Le train qui passe
À peine en avait-il perçu le bruit sourd au loin que déjà la rame était sous ses yeux telle un serpent sur des rails. Il avait coutume de la voir, depuis le pré où il se tenait, filer vers quelque part, un ailleurs dont il se savait guéri.
Des trains, il en avait pris ;
des qu'il avait choisi de prendre avec entrain, d'autres où il s'était embarqué sans trop savoir où il allait. C'était même devenu sa marotte, monter dans le premier train qui passe.
Jusqu'au jour où il avait fini par se poser. Le paysage avait cessé de défiler. Un lieu-dit sur la colline lui tint lieu d'adresse.
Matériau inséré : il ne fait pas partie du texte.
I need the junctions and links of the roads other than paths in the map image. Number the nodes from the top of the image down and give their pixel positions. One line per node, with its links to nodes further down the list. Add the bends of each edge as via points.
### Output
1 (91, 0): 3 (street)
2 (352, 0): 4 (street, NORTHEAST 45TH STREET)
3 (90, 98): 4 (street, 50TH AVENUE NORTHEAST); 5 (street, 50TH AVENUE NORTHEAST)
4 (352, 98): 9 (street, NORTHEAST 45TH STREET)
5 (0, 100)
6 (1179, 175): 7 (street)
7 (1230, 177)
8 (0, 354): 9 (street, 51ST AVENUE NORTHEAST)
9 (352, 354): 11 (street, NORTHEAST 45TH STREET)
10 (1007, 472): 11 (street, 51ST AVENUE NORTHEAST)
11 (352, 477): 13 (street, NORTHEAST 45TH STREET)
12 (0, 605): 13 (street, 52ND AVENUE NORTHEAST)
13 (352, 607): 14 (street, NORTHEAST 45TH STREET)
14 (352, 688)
S'établir en lui-même était devenu son véritable voyage ; aller au plus intime de soi, la destination ultime.
Dans son quotidien avait pris place une forme de contemplation qui transformaient progressivement les travaux du jour en une suite d'offrandes et les conversations en pain partagé. Faire corps avec la terre sur laquelle il vivait avec les siens était devenu sa raison de vivre.
Les livres seuls le faisaient voyager, dont un qui s'intitulait “ cinq méditations sur la mort”. François Cheng, l'avait écrit comme un hymne à la vie. Ainsi se préparait-il à son dernier voyage.
Un jour qu’il était en train de réparer une clôture dans le pré dominant la voie, le dernier train se présenta sous la forme d'une douleur à la poitrine. Il savait que l'arrêt en rase campagne était pour lui et qu'il ne pouvait s'y soustraire.
Lorsqu'il fut bien installé sur le siège qui lui était réservé, il pu goûter cela qui l'avait animé depuis des années : tout au long de ta vie, prépare ton dernier voyage.
Le breuvage qui lui fut servi avait le parfum délicieux de l'ambroisie.